Species of butterfly

Melanargia russiae, or Esper's marbled white, is a butterfly in the family Nymphalidae. It is found in Spain, Portugal, south-eastern France, Italy, the Balkans, southern Russia, the Caucasus and western Siberia.

The male has a wingspan of 26–30 mm. In suwarovius Hbst. (– clotho Hbn., russiae Esp.) (38 e), which represents the species in the North and extends from Hungary across South Russia and Siberia to the Altai, the discocellular band of the forewing becomes lighter in consequence of the appearance of a white central spot in the same, this white spot with its black border forming a kind of median ocellus. – In caucasica Nordm. (– xenia Frr.) [ subspecies japygia Cyrillo, 1787] (38 e) also the median band of the hindwing is rendered light by the appearance of white spots, the black markings therefore being all separated into stripes, lunules, and arcuate lines. In the Eastern Caucasus (Daghestan) and Armenia. – transcaspica Stgr. subspecies trancaspica (38 e) has a little more black than this white form, the submarginal macular lines being thickened and proximally shaded with grey scaling, which
extends on the veins as dark projections to the margin, the median band of the hindwing above also being filled in with dark scaling.

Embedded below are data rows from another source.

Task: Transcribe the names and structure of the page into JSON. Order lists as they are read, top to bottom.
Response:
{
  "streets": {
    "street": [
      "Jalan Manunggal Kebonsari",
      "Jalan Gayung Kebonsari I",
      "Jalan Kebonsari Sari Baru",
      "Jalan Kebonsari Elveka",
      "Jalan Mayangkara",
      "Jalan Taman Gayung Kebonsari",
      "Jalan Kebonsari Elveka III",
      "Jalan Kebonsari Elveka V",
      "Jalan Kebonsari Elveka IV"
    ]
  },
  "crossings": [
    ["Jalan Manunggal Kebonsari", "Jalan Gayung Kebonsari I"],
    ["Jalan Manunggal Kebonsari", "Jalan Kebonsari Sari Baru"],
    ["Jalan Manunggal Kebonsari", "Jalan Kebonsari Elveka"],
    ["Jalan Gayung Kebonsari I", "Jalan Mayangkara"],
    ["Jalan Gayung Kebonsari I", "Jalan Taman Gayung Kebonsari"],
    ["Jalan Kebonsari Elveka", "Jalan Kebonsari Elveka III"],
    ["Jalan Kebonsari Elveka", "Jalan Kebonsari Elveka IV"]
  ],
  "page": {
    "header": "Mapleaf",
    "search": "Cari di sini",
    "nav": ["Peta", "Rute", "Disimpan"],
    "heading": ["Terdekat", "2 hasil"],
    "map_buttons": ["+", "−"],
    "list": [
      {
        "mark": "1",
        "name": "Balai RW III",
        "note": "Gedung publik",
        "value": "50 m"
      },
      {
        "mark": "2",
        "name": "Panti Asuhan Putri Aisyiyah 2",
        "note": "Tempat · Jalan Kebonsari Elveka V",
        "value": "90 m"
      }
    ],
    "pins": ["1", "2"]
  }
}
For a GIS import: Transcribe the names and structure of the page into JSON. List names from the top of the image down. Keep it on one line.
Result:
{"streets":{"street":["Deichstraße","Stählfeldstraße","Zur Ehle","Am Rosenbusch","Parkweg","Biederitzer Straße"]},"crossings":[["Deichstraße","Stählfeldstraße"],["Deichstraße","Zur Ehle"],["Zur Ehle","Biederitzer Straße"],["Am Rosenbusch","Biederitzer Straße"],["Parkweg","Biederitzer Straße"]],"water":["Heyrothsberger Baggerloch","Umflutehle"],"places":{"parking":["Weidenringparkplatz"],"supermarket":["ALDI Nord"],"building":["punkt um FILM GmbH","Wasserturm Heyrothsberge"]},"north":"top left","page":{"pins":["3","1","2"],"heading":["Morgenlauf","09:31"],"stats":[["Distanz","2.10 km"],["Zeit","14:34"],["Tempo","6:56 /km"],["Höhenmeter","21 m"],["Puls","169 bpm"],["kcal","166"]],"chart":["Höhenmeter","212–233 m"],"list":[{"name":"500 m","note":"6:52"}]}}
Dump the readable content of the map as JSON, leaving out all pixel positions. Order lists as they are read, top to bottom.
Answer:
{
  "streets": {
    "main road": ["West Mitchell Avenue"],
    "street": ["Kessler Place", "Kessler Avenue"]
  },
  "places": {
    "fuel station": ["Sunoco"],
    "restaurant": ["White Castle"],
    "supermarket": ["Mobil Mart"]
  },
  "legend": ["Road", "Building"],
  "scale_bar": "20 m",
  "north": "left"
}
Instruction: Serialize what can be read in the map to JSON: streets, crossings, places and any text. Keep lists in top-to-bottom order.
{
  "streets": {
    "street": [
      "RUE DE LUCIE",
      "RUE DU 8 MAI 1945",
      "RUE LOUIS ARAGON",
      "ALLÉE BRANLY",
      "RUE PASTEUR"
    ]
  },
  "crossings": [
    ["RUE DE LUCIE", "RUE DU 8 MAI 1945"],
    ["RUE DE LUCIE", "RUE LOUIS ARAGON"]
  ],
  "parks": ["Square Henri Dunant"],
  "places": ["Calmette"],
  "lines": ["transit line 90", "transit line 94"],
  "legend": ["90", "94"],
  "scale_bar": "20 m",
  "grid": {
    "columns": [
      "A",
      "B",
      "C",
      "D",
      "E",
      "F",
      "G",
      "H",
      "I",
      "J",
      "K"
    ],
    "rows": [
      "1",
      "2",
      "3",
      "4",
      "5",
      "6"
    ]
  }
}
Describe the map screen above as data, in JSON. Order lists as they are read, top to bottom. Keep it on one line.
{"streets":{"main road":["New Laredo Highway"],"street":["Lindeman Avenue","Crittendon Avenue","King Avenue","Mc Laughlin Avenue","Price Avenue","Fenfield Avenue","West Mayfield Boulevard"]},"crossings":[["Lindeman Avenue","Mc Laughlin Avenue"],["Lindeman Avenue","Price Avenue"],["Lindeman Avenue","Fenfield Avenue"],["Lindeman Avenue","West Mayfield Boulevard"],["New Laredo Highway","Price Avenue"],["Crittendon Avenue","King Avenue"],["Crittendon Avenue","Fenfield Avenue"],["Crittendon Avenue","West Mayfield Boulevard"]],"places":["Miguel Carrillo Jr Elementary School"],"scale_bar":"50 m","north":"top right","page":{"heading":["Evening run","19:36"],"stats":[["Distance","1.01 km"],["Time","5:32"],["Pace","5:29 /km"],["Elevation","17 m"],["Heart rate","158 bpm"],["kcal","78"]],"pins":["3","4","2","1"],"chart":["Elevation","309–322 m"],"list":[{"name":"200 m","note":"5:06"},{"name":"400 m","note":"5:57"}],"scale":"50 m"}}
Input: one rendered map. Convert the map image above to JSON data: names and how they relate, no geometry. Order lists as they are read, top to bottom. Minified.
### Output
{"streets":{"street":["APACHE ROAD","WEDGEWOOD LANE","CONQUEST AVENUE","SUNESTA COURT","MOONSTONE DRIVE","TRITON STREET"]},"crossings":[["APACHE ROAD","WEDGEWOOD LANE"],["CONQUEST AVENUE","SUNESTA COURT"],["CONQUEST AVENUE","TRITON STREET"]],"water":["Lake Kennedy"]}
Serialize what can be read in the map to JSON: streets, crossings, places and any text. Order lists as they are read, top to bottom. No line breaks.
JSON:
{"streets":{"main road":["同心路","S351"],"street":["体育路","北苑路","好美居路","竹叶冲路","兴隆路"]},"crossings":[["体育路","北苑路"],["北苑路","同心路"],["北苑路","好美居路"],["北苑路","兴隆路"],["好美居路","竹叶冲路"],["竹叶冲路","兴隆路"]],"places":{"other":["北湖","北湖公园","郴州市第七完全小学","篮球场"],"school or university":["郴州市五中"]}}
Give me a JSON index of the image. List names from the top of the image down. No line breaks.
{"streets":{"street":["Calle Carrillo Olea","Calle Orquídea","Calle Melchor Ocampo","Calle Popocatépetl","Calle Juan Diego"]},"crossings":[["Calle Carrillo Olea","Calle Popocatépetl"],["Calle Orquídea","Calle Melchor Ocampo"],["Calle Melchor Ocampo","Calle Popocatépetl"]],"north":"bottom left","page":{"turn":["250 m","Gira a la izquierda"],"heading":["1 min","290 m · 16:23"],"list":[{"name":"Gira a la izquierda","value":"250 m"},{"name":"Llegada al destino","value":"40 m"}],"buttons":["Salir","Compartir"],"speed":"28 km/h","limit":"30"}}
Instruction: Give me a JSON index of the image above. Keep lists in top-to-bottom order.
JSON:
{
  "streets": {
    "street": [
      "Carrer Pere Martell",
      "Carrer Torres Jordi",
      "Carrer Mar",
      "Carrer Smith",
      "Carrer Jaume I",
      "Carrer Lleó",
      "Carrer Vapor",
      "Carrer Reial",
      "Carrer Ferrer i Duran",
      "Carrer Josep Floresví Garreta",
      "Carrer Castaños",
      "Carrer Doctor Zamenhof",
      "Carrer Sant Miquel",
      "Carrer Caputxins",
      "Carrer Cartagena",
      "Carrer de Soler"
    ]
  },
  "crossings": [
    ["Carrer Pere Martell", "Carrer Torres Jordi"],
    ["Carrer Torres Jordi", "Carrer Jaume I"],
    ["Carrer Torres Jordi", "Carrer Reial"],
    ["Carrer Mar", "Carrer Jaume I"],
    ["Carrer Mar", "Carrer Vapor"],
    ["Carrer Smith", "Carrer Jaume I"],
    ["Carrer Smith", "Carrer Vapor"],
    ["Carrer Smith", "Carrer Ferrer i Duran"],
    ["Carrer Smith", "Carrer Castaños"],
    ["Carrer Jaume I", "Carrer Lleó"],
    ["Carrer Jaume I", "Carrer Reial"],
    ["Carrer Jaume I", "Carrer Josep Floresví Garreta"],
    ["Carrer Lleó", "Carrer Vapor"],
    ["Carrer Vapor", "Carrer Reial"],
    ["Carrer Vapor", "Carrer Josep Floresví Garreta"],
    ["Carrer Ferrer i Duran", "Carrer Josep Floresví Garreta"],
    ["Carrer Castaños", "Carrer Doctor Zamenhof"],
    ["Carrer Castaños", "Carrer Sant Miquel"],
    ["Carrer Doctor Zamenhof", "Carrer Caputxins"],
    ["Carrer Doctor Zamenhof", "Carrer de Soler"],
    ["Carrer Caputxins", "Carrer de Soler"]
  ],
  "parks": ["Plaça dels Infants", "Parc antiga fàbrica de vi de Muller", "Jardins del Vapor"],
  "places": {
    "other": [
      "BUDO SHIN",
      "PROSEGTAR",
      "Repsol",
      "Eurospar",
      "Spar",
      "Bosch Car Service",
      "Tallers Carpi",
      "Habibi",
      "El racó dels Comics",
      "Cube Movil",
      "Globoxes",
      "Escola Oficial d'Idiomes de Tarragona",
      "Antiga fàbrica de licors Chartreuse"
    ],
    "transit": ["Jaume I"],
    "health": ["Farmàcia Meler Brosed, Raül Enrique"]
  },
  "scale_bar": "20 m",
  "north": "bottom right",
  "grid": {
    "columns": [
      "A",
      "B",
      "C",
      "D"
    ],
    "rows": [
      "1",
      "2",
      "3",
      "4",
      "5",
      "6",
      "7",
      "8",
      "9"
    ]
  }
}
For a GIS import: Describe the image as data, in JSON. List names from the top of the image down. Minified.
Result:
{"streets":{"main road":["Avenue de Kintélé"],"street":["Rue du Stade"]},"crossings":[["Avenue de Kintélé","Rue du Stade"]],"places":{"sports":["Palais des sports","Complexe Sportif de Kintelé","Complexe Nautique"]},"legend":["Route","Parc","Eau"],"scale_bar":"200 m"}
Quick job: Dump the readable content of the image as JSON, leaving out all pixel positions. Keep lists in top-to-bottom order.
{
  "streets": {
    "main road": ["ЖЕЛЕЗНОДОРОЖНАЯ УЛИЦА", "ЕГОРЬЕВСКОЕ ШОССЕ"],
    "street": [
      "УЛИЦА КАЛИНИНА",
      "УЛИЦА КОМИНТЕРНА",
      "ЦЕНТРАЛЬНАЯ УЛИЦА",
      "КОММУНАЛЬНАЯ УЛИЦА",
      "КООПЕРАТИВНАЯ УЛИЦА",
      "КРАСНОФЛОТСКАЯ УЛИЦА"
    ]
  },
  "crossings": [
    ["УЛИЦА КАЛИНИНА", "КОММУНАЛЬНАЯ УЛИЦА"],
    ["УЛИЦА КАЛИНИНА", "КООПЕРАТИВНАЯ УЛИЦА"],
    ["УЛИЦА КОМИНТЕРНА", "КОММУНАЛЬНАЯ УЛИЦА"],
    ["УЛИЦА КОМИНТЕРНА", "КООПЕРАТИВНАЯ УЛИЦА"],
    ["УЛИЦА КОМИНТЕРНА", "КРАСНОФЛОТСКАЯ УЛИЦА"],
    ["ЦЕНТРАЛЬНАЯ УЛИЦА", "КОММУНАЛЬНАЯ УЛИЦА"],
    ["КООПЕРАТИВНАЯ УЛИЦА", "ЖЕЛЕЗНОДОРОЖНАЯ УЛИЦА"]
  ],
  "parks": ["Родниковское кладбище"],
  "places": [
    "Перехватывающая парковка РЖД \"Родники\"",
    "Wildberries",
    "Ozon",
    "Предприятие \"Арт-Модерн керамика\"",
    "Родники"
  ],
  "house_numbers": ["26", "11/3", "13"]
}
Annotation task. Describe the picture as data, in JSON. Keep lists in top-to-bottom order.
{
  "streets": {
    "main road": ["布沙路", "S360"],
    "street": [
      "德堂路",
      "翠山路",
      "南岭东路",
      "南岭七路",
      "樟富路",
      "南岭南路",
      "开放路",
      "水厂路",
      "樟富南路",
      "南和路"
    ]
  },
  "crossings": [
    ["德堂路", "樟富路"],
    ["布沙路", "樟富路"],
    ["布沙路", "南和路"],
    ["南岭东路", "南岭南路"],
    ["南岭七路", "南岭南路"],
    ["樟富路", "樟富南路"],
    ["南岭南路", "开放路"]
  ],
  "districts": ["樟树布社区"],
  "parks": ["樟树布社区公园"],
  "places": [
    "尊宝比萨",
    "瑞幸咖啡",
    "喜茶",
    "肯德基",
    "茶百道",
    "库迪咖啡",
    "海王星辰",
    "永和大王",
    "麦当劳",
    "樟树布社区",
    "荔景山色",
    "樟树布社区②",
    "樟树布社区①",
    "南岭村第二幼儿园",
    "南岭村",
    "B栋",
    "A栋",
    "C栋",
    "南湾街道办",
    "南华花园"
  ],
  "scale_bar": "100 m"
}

Adults are on wing from June to August, although mainly in July in roccky places mainly in steppe and meadow-steppe communities. There is one generation per year.

The larvae feed on Brachypodium, Poa, Stipa pennata and Aegilops geniculata. It overwinters in the larval stage

==Subspecies==
- Melanargia russiae russiae
- Melanargia russiae transcaspica Staudinger, 1901 (Kopet-Dagh) may be species
- Melanargia russiae japygia (Cyrillo, 1787) (south Italy, Spain)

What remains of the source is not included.